8 January 2022
Ahmedabad University Trio Combine Mental Health With Mechanical Engineering to Conceptualise Award-winning Design for a Toy for Autistic Children
Who will be the changemakers of tomorrow? At Ahmedabad University, we think these will most definitely be people who can join the dots across different disciplines of study, research, data analysis and emotional understanding. Which is why an interdisciplinary form of education is our steady focus at the University. Recently, Sudhanshu Rai, Kairavin Namaha, and Daksh Patel, students of BTech in Mechanical Engineering (Class of 2023) only strengthened this belief.

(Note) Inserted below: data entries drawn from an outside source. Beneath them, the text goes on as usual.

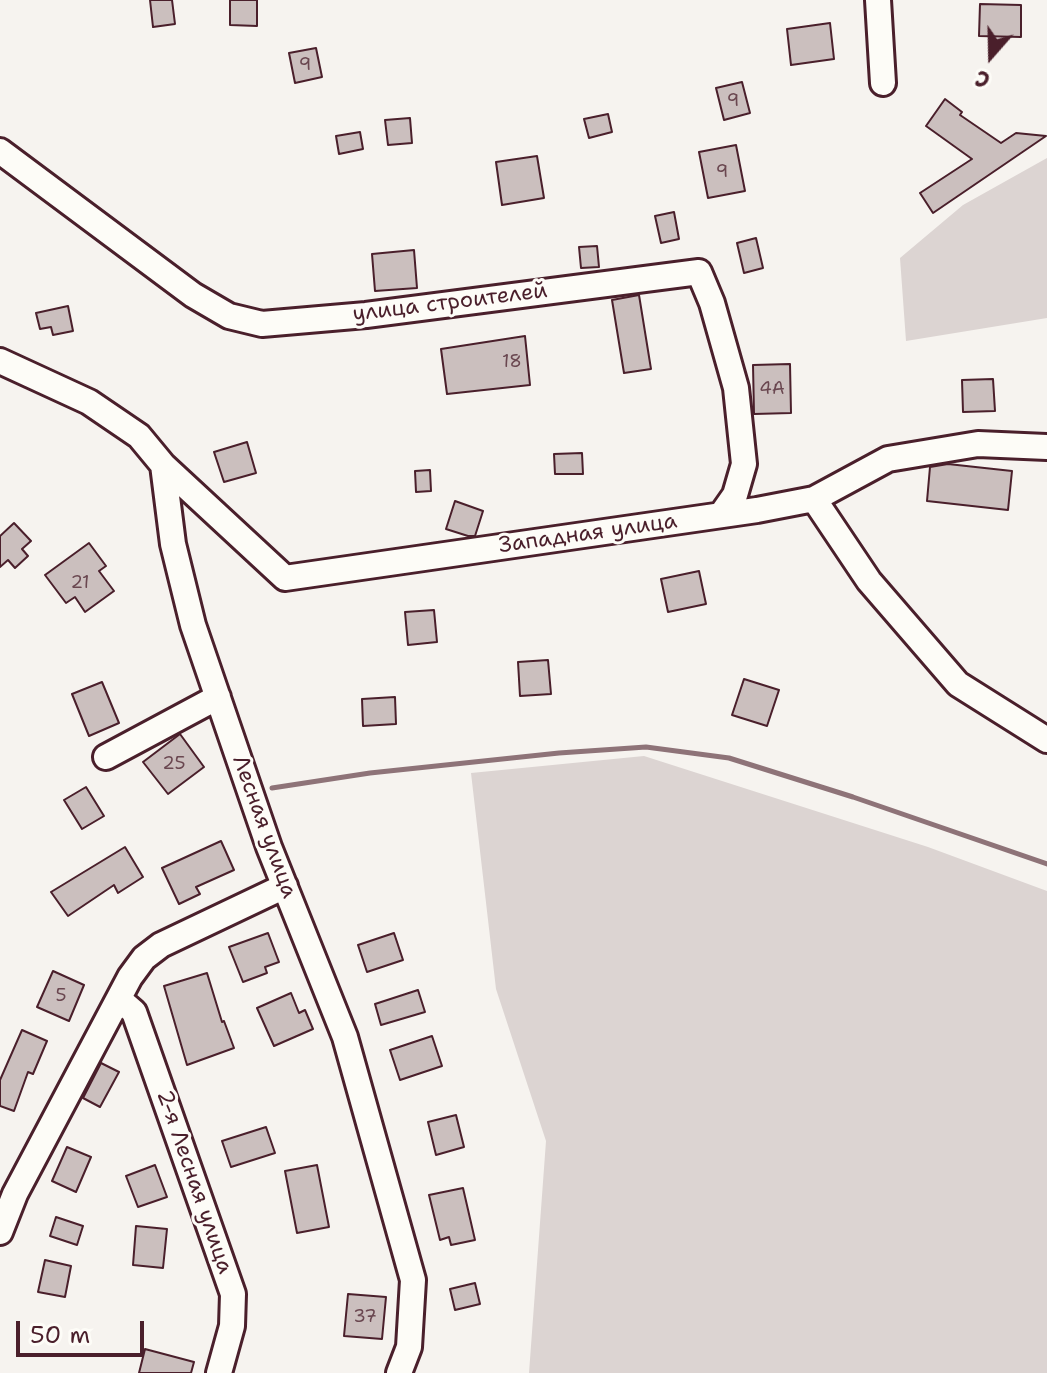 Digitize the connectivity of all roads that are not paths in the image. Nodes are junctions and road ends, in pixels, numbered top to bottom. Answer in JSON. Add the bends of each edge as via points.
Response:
{"nodes":[{"id":1,"x":878,"y":0,"type":"edge"},
{"id":2,"x":883,"y":83,"type":"dead end"},
{"id":3,"x":0,"y":151,"type":"edge"},
{"id":4,"x":0,"y":361,"type":"edge"},
{"id":5,"x":1047,"y":447,"type":"edge"},
{"id":6,"x":163,"y":465,"type":"junction"},
{"id":7,"x":814,"y":499,"type":"junction"},
{"id":8,"x":721,"y":515,"type":"junction"},
{"id":9,"x":218,"y":697,"type":"junction"},
{"id":10,"x":1047,"y":740,"type":"edge"},
{"id":11,"x":106,"y":757,"type":"dead end"},
{"id":12,"x":285,"y":886,"type":"junction"},
{"id":13,"x":119,"y":999,"type":"junction"},
{"id":14,"x":0,"y":1232,"type":"edge"},
{"id":15,"x":219,"y":1373,"type":"edge"},
{"id":16,"x":399,"y":1373,"type":"edge"}],
"edges":[{"from":1,"to":2,"type":"street"},
{"from":3,"to":8,"type":"street","name":"улица строителей","via":[[193,295],[229,316],[262,324],[699,272],[736,388],[744,464],[735,495]]},
{"from":4,"to":6,"type":"street","via":[[89,402],[139,436]]},
{"from":5,"to":7,"type":"street","name":"Западная улица","via":[[978,444],[888,459]]},
{"from":6,"to":8,"type":"street","name":"Западная улица","via":[[285,578]]},
{"from":6,"to":9,"type":"street","name":"Лесная улица","via":[[173,544]]},
{"from":7,"to":8,"type":"street","name":"Западная улица"},
{"from":7,"to":10,"type":"street","via":[[869,581],[958,684]]},
{"from":9,"to":11,"type":"street"},
{"from":9,"to":12,"type":"street","name":"Лесная улица"},
{"from":12,"to":13,"type":"street","via":[[161,945],[144,958]]},
{"from":12,"to":16,"type":"street","name":"Лесная улица","via":[[345,1037],[413,1280],[409,1347]]},
{"from":13,"to":14,"type":"street"},
{"from":13,"to":15,"type":"street","name":"2-я Лесная улица","via":[[134,1012],[233,1294],[232,1326]]}]}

In August 2021, the Indo Universal Collaboration for Engineering Education (IUCEE), a pioneering body for engineering education nationally as well as internationally, announced a Project-Oriented Problem Based Learning Program. Sudhanshu, Kairavin and Daksh did us proud by securing an A grade and winning a cash prize for the CAD design of their toy titled Gömball. The students worked in collaboration with Dr Madhu Singh, Director, BM Institute of Mental Health, Ahmedabad, and were mentored by Professor Jaina Mehta, Lecturer, School of Engineering and Applied Science, Ahmedabad University, thereby showing us that the twain shall (and do) meet.
The IUCEE had various themes for the project ranging from creating low-cost honey testing kits to block chain mapping for products. Ahmedabad University’s engineering trio won accolades for the theme - Toys for Autistic Kids. The students are working on the development of the prototype. Once ready, Gömball will be a sensory toy for autistic children based on the unconventional shape, Gӧmbӧc. While most shapes have four equilibrium points, the Gӧmbӧc has just two - one stable and the other unstable. That’s a very rare possibility and the closest to the shape is the shell of a tortoise, which enables the tortoise to turn back straight if it keels over.

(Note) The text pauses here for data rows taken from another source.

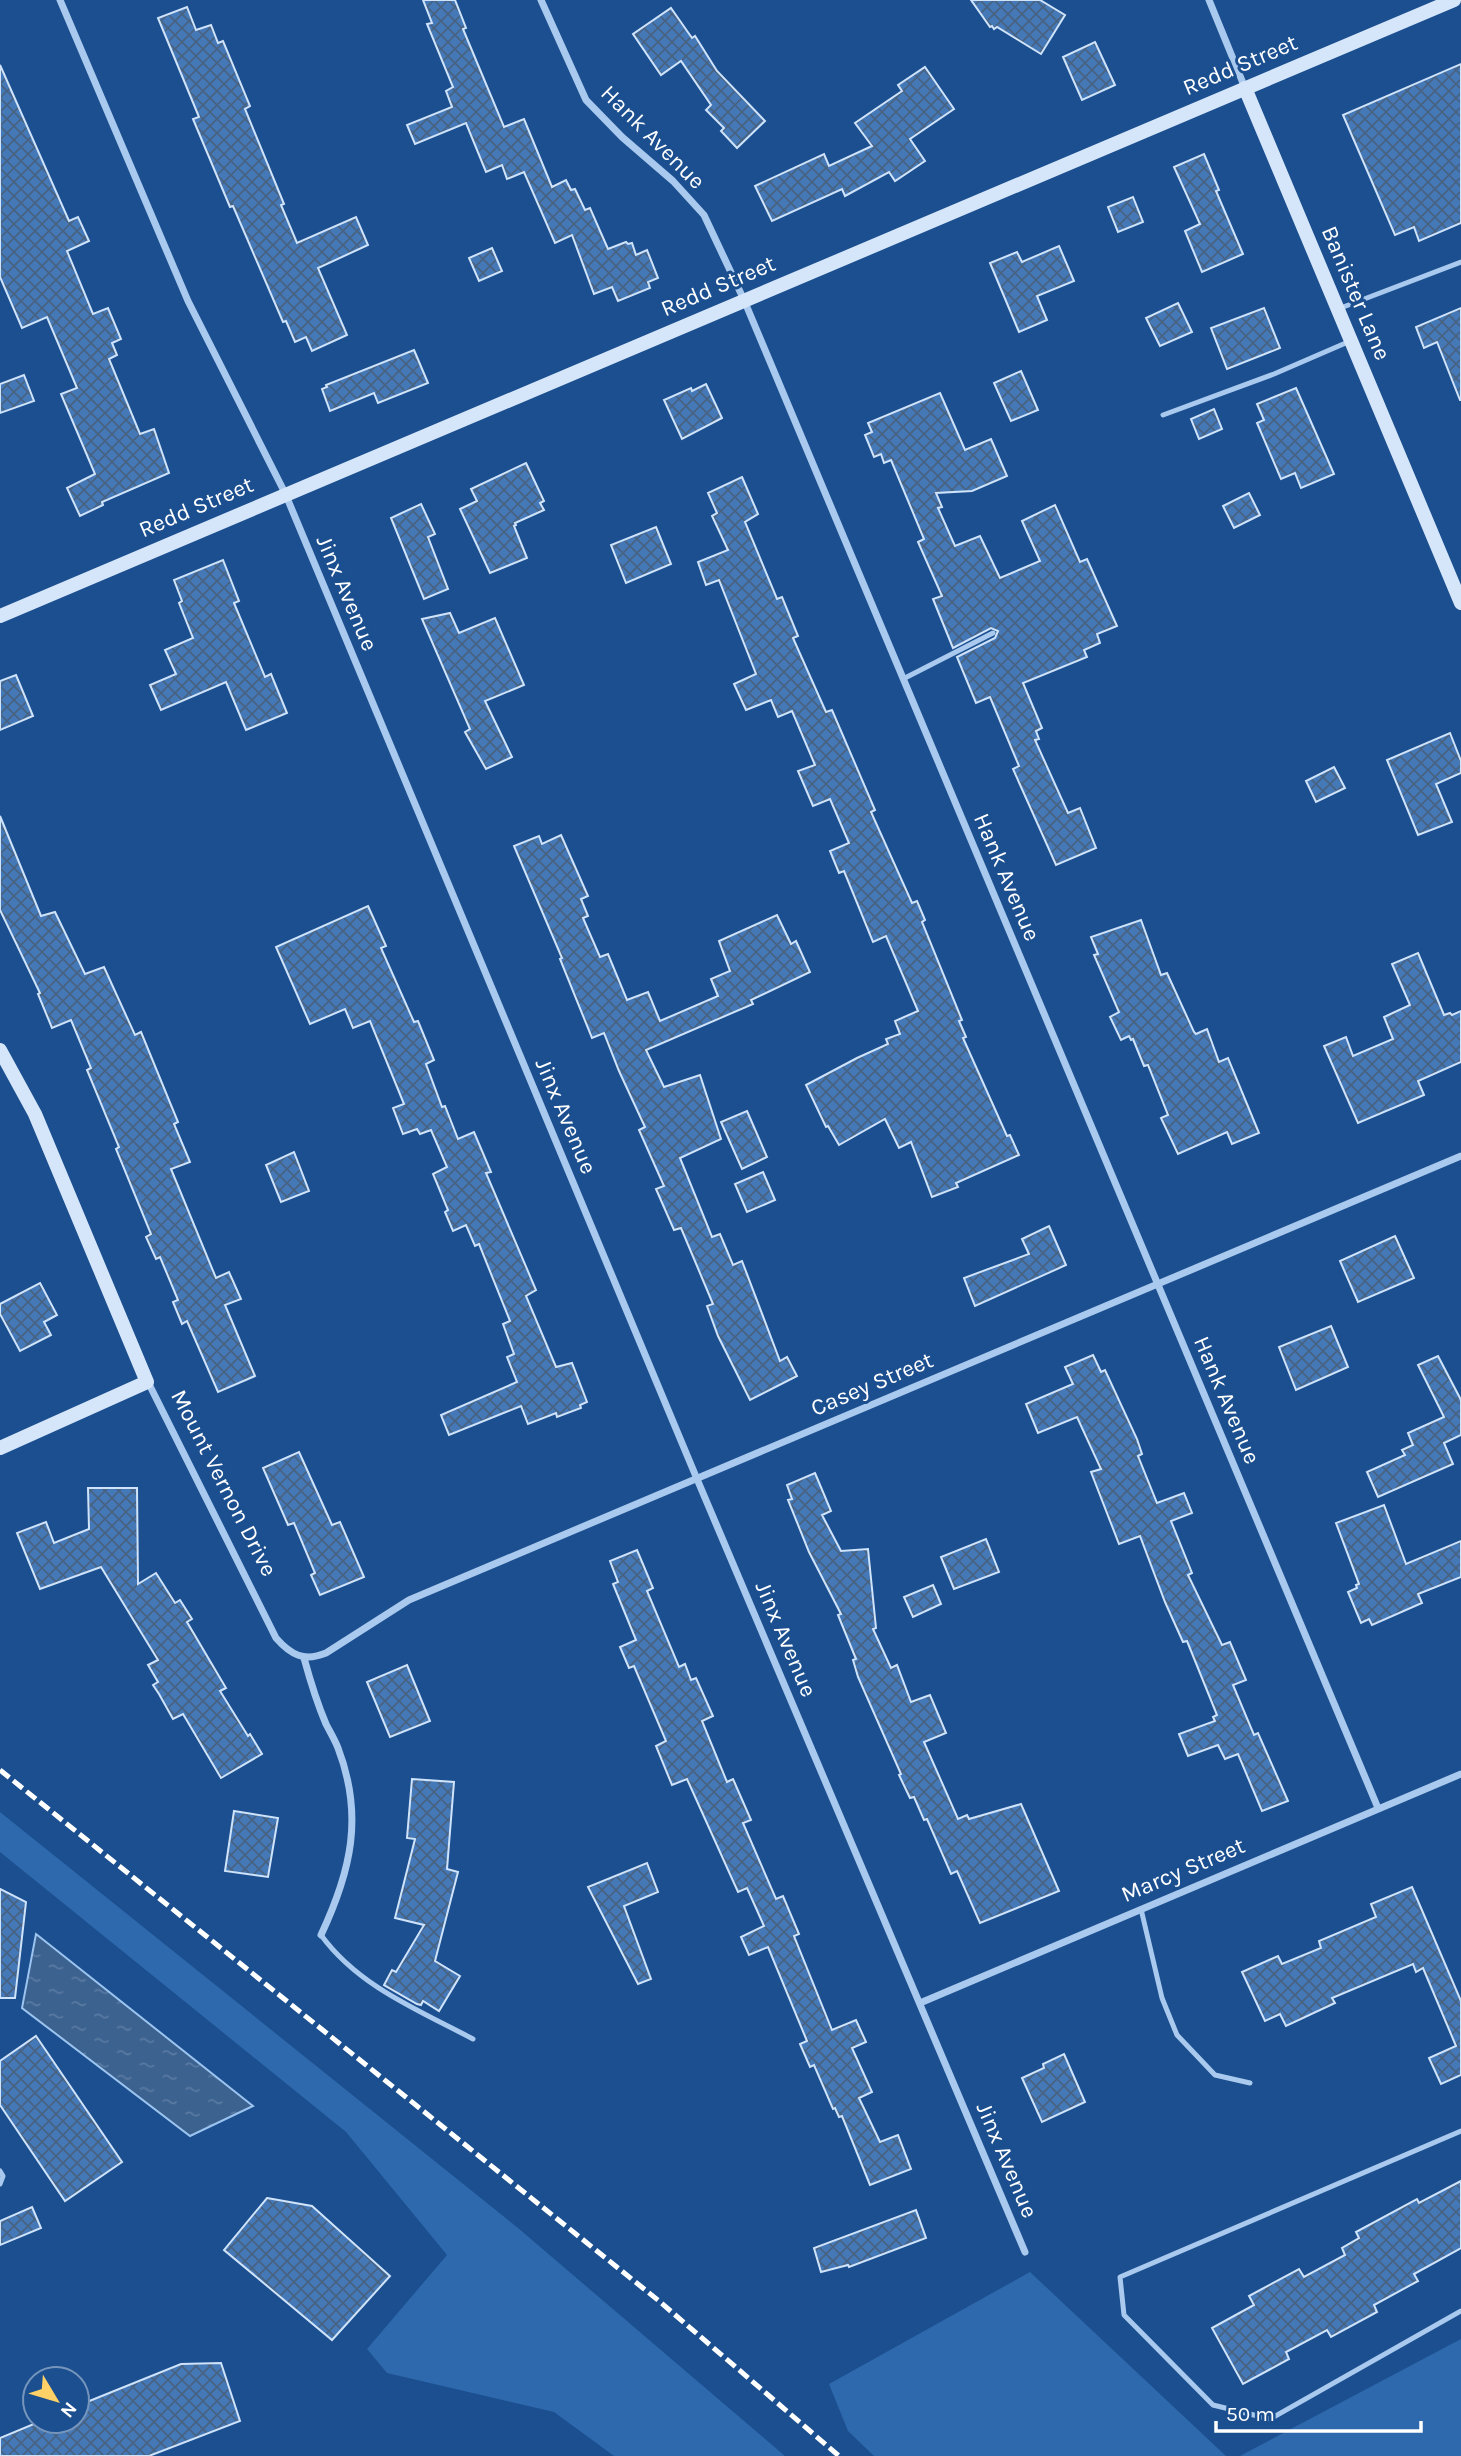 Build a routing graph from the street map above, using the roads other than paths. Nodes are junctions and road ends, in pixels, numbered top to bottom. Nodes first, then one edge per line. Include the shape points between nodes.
1 (60, 0) edge
2 (541, 0) edge
3 (1209, 0) edge
4 (1454, 0) edge
5 (1245, 88) junction
6 (1461, 262) edge
7 (744, 300) junction
8 (1338, 309) junction
9 (1351, 340) junction
10 (1163, 415) dead end
11 (285, 493) junction
12 (1461, 603) edge
13 (0, 615) edge
14 (993, 633) dead end
15 (903, 679) junction
16 (0, 1050) edge
17 (1461, 1156) edge
18 (1157, 1284) junction
19 (147, 1382) junction
20 (0, 1448) edge
21 (697, 1479) junction
22 (304, 1658) junction
23 (1461, 1774) edge
24 (1378, 1808) junction
25 (1141, 1909) junction
26 (321, 1934) joint
27 (920, 2003) junction
28 (473, 2039) dead end
29 (1251, 2084) dead end
30 (1461, 2131) edge
31 (0, 2171) edge
32 (0, 2183) edge
33 (1025, 2252) dead end
34 (1461, 2311) edge

1 - 11 street, Jinx Avenue via 188,301
2 - 7 street, Hank Avenue via 586,100 704,215
3 - 5 street, Banister Lane
4 - 5 street, Redd Street
5 - 7 street, Redd Street
5 - 8 street, Banister Lane
6 - 8 lane
7 - 11 street, Redd Street
7 - 15 street, Hank Avenue
8 - 9 street, Banister Lane
9 - 10 lane
9 - 12 street, Banister Lane
11 - 13 street, Redd Street
11 - 21 street, Jinx Avenue
14 - 15 lane
15 - 18 street, Hank Avenue
16 - 19 street, Mount Vernon Drive via 35,1114
17 - 18 street, Casey Street
18 - 21 street, Casey Street
18 - 24 street, Hank Avenue
19 - 20 street
19 - 22 street, Mount Vernon Drive via 276,1638
21 - 22 street, Casey Street via 409,1600 326,1653
21 - 27 street, Jinx Avenue
22 - 26 street via 346,1772 351,1820 346,1870
23 - 24 street, Marcy Street
24 - 25 street, Marcy Street
25 - 27 street, Marcy Street
25 - 29 lane via 1162,1998 1177,2035 1215,2075
26 - 28 lane via 349,1966 385,1994
27 - 33 street, Jinx Avenue
30 - 34 lane via 1120,2277 1124,2315 1213,2405 1270,2419
31 - 32 lane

Our students studied the Gӧmbӧc and they were inspired to utilise this shape to combine various sensory requirements of a toy for a child on the autistic spectrum. The child’s goal would be to keep the Gӧmball in a steady equilibrium. Interestingly, the textured and transparent Gӧmball will have a haptic feedback-inducing vibratory motor. To people who are not autisitc, the vibratory mode of the mobile phone or any touch screen would come close to giving them a haptic feedback. This vibratory motor will be suspended in a medium of colourful liquid which has been proven to help children who are on the autistic spectrum focus.

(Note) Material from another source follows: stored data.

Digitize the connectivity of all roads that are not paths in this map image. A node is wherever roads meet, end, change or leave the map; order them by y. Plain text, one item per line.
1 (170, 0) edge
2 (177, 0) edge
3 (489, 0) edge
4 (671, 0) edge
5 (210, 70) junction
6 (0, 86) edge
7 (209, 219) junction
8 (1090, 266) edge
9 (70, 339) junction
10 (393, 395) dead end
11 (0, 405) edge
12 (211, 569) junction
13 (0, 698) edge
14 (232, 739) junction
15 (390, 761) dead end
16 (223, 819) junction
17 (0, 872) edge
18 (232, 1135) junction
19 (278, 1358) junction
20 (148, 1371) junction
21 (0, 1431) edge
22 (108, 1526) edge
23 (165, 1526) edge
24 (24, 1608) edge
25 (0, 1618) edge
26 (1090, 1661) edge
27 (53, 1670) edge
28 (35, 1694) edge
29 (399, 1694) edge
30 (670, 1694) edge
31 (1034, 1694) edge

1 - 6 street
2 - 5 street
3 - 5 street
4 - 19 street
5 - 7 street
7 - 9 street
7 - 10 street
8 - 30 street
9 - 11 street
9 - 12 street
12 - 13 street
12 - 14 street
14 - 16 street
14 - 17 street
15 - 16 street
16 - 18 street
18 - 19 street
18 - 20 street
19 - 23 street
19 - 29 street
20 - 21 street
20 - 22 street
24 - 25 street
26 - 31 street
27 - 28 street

The highpoint of the project has been the proactive study of autism behaviour patterns by our engineering students. While using the principles of science they have also had to emotionally react to the triggers and responses that differentiate and isolate an autisitc child from a non-autistic one. Presently, the students are in the process of writing and submitting an academic paper to support their findings for the concept by conducting research through questionnaires and interviews.